Opinion: US capital markets are still funding Russia’s Ukrainian ambitions

It is a saying that history repeats itself. Once again, Washington is on high alert as Russia amass troops on the Ukrainian border. It’s a worrying situation, and it poses a potential repeat of Russia’s 2014 invasion of Crimea. At the time, the Obama administration responded with punishments on Russian companies.

Despite these measures, however, many Russian state-owned companies continue to be actively traded on US capital markets. This allowed them to continue fundraising for the ambitions of Russian President Vladimir Putin. In response, the Biden administration must act and finally end this backdoor access to US capital markets.

After Russia invaded Crimea in 2014, the US government imposed punishments about 735 people and entities linked to Russian industry and Putin’s power brokers. The sanctions were aimed at both limit access to the US financial system and tighten controls on US exports. These were sensible measures. But they left a glaring hole, since US investors can still buy and sell securities and investment products from major Russian companies.

After the invasion of Crimea, eight of Russia’s largest companies were sanctioned, including Gazprom OGZPY,
Sberbank SBRCY,
Lukoil LUKOY,
Novatek NOVKY,
and Rosneft RNFTF,
However, as former Reagan National Security Council (NSC) Senior Director Roger Robinson Jr. Noted, these companies are still listed on US stock exchanges. And both Gazprom and Sberbank remain state-owned and Moscow-influenced.

A military buildup along the Ukrainian border further strains ties between Russia and the United States, after clashes over cybercrime, expulsions of diplomats and a migrant crisis in Belarus.

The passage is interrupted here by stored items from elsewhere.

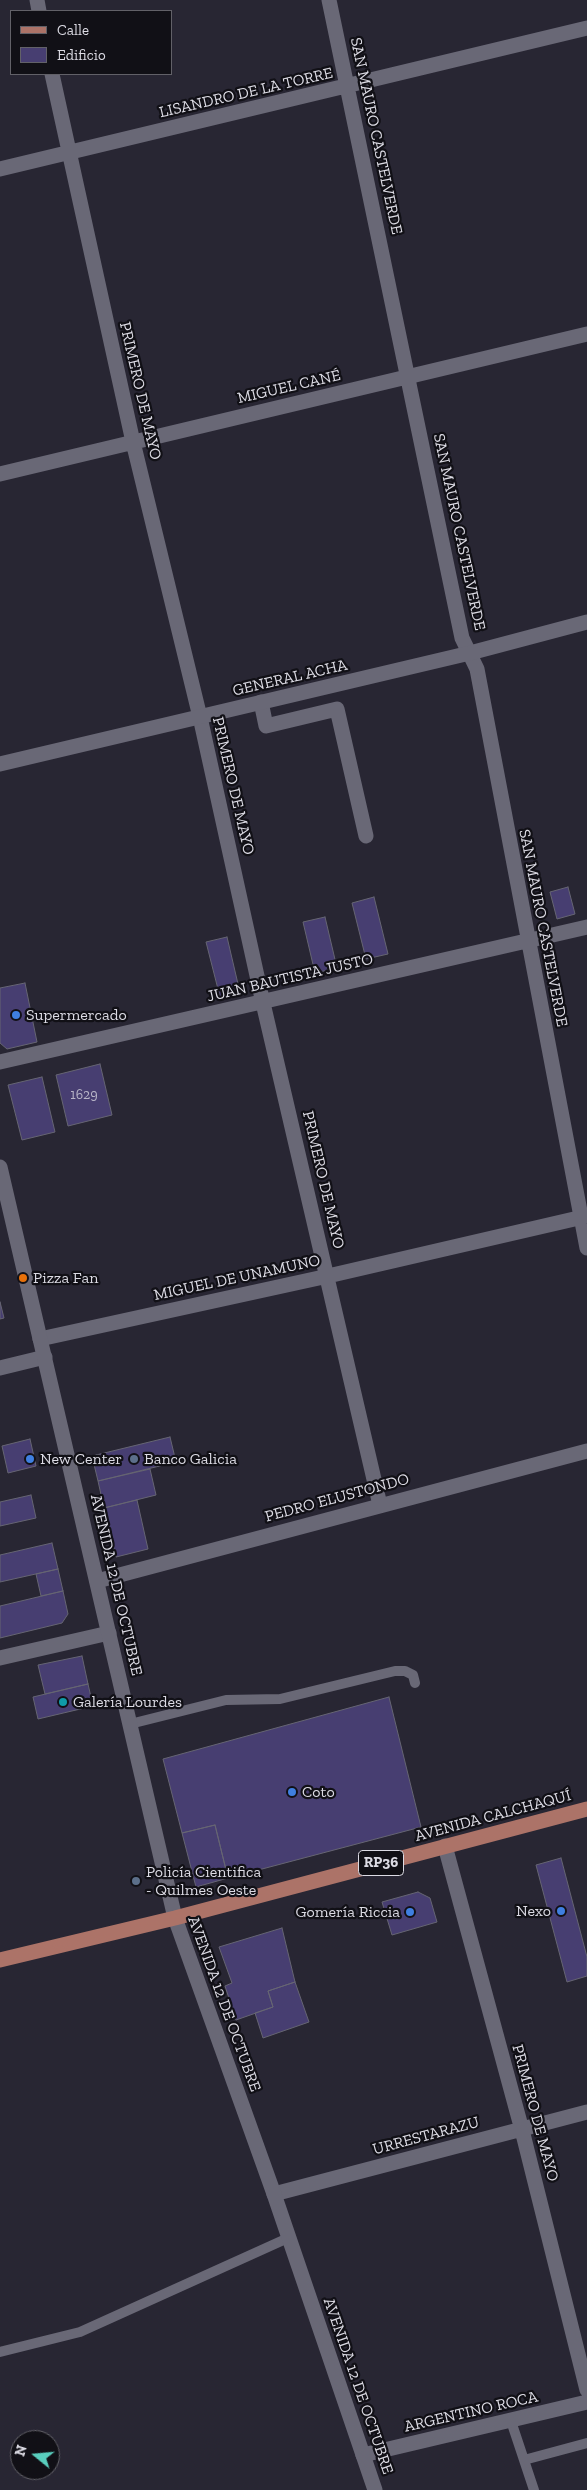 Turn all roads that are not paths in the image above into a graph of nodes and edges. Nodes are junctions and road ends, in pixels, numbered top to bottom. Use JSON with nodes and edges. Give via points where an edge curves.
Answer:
{"nodes":[{"id":1,"x":328,"y":0,"type":"edge"},
{"id":2,"x":587,"y":28,"type":"edge"},
{"id":3,"x":52,"y":75,"type":"edge"},
{"id":4,"x":348,"y":87,"type":"junction"},
{"id":5,"x":68,"y":152,"type":"junction"},
{"id":6,"x":0,"y":169,"type":"edge"},
{"id":7,"x":587,"y":334,"type":"edge"},
{"id":8,"x":409,"y":376,"type":"junction"},
{"id":9,"x":133,"y":442,"type":"junction"},
{"id":10,"x":0,"y":474,"type":"edge"},
{"id":11,"x":587,"y":622,"type":"edge"},
{"id":12,"x":470,"y":653,"type":"junction"},
{"id":13,"x":260,"y":702,"type":"junction"},
{"id":14,"x":200,"y":717,"type":"junction"},
{"id":15,"x":0,"y":764,"type":"edge"},
{"id":16,"x":366,"y":836,"type":"dead end"},
{"id":17,"x":587,"y":927,"type":"edge"},
{"id":18,"x":527,"y":940,"type":"junction"},
{"id":19,"x":263,"y":1003,"type":"junction"},
{"id":20,"x":0,"y":1062,"type":"edge"},
{"id":21,"x":0,"y":1167,"type":"edge"},
{"id":22,"x":584,"y":1217,"type":"edge"},
{"id":23,"x":587,"y":1248,"type":"edge"},
{"id":24,"x":328,"y":1276,"type":"junction"},
{"id":25,"x":40,"y":1339,"type":"junction"},
{"id":26,"x":45,"y":1357,"type":"junction"},
{"id":27,"x":0,"y":1368,"type":"edge"},
{"id":28,"x":587,"y":1451,"type":"edge"},
{"id":29,"x":380,"y":1505,"type":"junction"},
{"id":30,"x":97,"y":1581,"type":"junction"},
{"id":31,"x":109,"y":1633,"type":"junction"},
{"id":32,"x":0,"y":1658,"type":"edge"},
{"id":33,"x":414,"y":1684,"type":"dead end"},
{"id":34,"x":130,"y":1724,"type":"junction"},
{"id":35,"x":587,"y":1810,"type":"edge"},
{"id":36,"x":445,"y":1846,"type":"junction"},
{"id":37,"x":175,"y":1918,"type":"junction"},
{"id":38,"x":0,"y":1960,"type":"edge"},
{"id":39,"x":587,"y":2112,"type":"edge"},
{"id":40,"x":522,"y":2130,"type":"junction"},
{"id":41,"x":274,"y":2194,"type":"junction"},
{"id":42,"x":288,"y":2238,"type":"junction"},
{"id":43,"x":0,"y":2352,"type":"edge"},
{"id":44,"x":587,"y":2390,"type":"edge"},
{"id":45,"x":587,"y":2402,"type":"edge"},
{"id":46,"x":511,"y":2421,"type":"junction"},
{"id":47,"x":587,"y":2443,"type":"edge"},
{"id":48,"x":363,"y":2455,"type":"junction"},
{"id":49,"x":524,"y":2460,"type":"junction"},
{"id":50,"x":375,"y":2490,"type":"edge"},
{"id":51,"x":534,"y":2490,"type":"edge"}],
"edges":[{"from":1,"to":4,"type":"street","name":"SAN MAURO CASTELVERDE"},
{"from":2,"to":4,"type":"street","name":"LISANDRO DE LA TORRE"},
{"from":3,"to":5,"type":"street","name":"PRIMERO DE MAYO"},
{"from":4,"to":5,"type":"street","name":"LISANDRO DE LA TORRE"},
{"from":4,"to":8,"type":"street","name":"SAN MAURO CASTELVERDE"},
{"from":5,"to":6,"type":"street","name":"LISANDRO DE LA TORRE"},
{"from":5,"to":9,"type":"street","name":"PRIMERO DE MAYO"},
{"from":7,"to":8,"type":"street","name":"MIGUEL CANÉ"},
{"from":8,"to":9,"type":"street","name":"MIGUEL CANÉ"},
{"from":8,"to":12,"type":"street","name":"SAN MAURO CASTELVERDE","via":[[462,638]]},
{"from":9,"to":10,"type":"street","name":"MIGUEL CANÉ"},
{"from":9,"to":14,"type":"street","name":"PRIMERO DE MAYO"},
{"from":11,"to":12,"type":"street","name":"GENERAL ACHA"},
{"from":12,"to":13,"type":"street","name":"GENERAL ACHA"},
{"from":12,"to":18,"type":"street","name":"SAN MAURO CASTELVERDE","via":[[478,669]]},
{"from":13,"to":14,"type":"street","name":"GENERAL ACHA"},
{"from":13,"to":16,"type":"street","via":[[266,726],[337,709]]},
{"from":14,"to":15,"type":"street","name":"GENERAL ACHA"},
{"from":14,"to":19,"type":"street","name":"PRIMERO DE MAYO"},
{"from":17,"to":18,"type":"street","name":"JUAN BAUTISTA JUSTO"},
{"from":18,"to":19,"type":"street","name":"JUAN BAUTISTA JUSTO"},
{"from":18,"to":22,"type":"street","name":"SAN MAURO CASTELVERDE"},
{"from":19,"to":20,"type":"street","name":"JUAN BAUTISTA JUSTO"},
{"from":19,"to":24,"type":"street","name":"PRIMERO DE MAYO"},
{"from":21,"to":25,"type":"street","name":"AVENIDA 12 DE OCTUBRE"},
{"from":22,"to":23,"type":"street","name":"SAN MAURO CASTELVERDE"},
{"from":22,"to":24,"type":"street","name":"MIGUEL DE UNAMUNO"},
{"from":24,"to":25,"type":"street","name":"MIGUEL DE UNAMUNO"},
{"from":24,"to":29,"type":"street","name":"PRIMERO DE MAYO"},
{"from":25,"to":26,"type":"street","name":"AVENIDA 12 DE OCTUBRE"},
{"from":26,"to":27,"type":"street"},
{"from":26,"to":30,"type":"street","name":"AVENIDA 12 DE OCTUBRE"},
{"from":28,"to":29,"type":"street","name":"PEDRO ELUSTONDO"},
{"from":29,"to":30,"type":"street","name":"PEDRO ELUSTONDO"},
{"from":30,"to":31,"type":"street","name":"AVENIDA 12 DE OCTUBRE"},
{"from":31,"to":32,"type":"street"},
{"from":31,"to":34,"type":"street","name":"AVENIDA 12 DE OCTUBRE"},
{"from":33,"to":34,"type":"lane","via":[[412,1675],[395,1671],[280,1699],[226,1700]]},
{"from":34,"to":37,"type":"street","name":"AVENIDA 12 DE OCTUBRE"},
{"from":35,"to":36,"type":"main road","name":"AVENIDA CALCHAQUÍ","number":"RP36"},
{"from":36,"to":37,"type":"main road","name":"AVENIDA CALCHAQUÍ","number":"RP36"},
{"from":36,"to":40,"type":"street","name":"PRIMERO DE MAYO"},
{"from":37,"to":38,"type":"main road","name":"AVENIDA CALCHAQUÍ","number":"RP36"},
{"from":37,"to":41,"type":"street","name":"AVENIDA 12 DE OCTUBRE"},
{"from":39,"to":40,"type":"street","name":"URRESTARAZU"},
{"from":40,"to":41,"type":"street","name":"URRESTARAZU"},
{"from":40,"to":44,"type":"street","name":"PRIMERO DE MAYO"},
{"from":41,"to":42,"type":"street","name":"AVENIDA 12 DE OCTUBRE"},
{"from":42,"to":43,"type":"lane","via":[[80,2332]]},
{"from":42,"to":48,"type":"street","name":"AVENIDA 12 DE OCTUBRE"},
{"from":45,"to":46,"type":"street","name":"ARGENTINO ROCA"},
{"from":46,"to":48,"type":"street","name":"ARGENTINO ROCA"},
{"from":46,"to":49,"type":"lane"},
{"from":47,"to":49,"type":"lane"},
{"from":48,"to":50,"type":"street","name":"AVENIDA 12 DE OCTUBRE"},
{"from":49,"to":51,"type":"lane"}]}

The WSJ explains what is deepening the rift between Washington and Moscow. Photo Composite/Video: Michelle Inez Simon

In a recent interview, Robinson explained that the US Department of Commerce currently maintains 453 Chinese companies on its “List of entities”. Due to their involvement in programs related to “weapons of mass destruction” or “activities contrary to the national security of the United States”, these companies cannot access American equipment and technology. However, only four of them are actually prohibited from raising funds in US capital markets.

This highlights a larger problem, since Wall Street is not just selling Russian companies. Many leading Chinese companies are also available through US exchanges and other investment products.

Earlier this year, the United States-China Economic and Security Review Commission (USCC) reported that 248 Chinese companies are listed on US stock exchanges. Many of these companies are state-owned and, as the USCC explains, are subject to “pressure and control” by the Chinese Communist Party.

Essentially, Wall Street helps support Chinese companies that directly compete with American companies and workers. For example, China Mobile 941,
is funneling R&D funds to Huawei so it can develop its spy network technology. Others, like Aluminum Corporation of China, build aluminum plants that compete with American aluminum producers. Of most concern, however, are the companies supplying Beijing with cutting-edge technologies to bolster and modernize the country’s military. This includes a new hypersonic glide vehicle tested this summer that is capable of carrying a nuclear warhead.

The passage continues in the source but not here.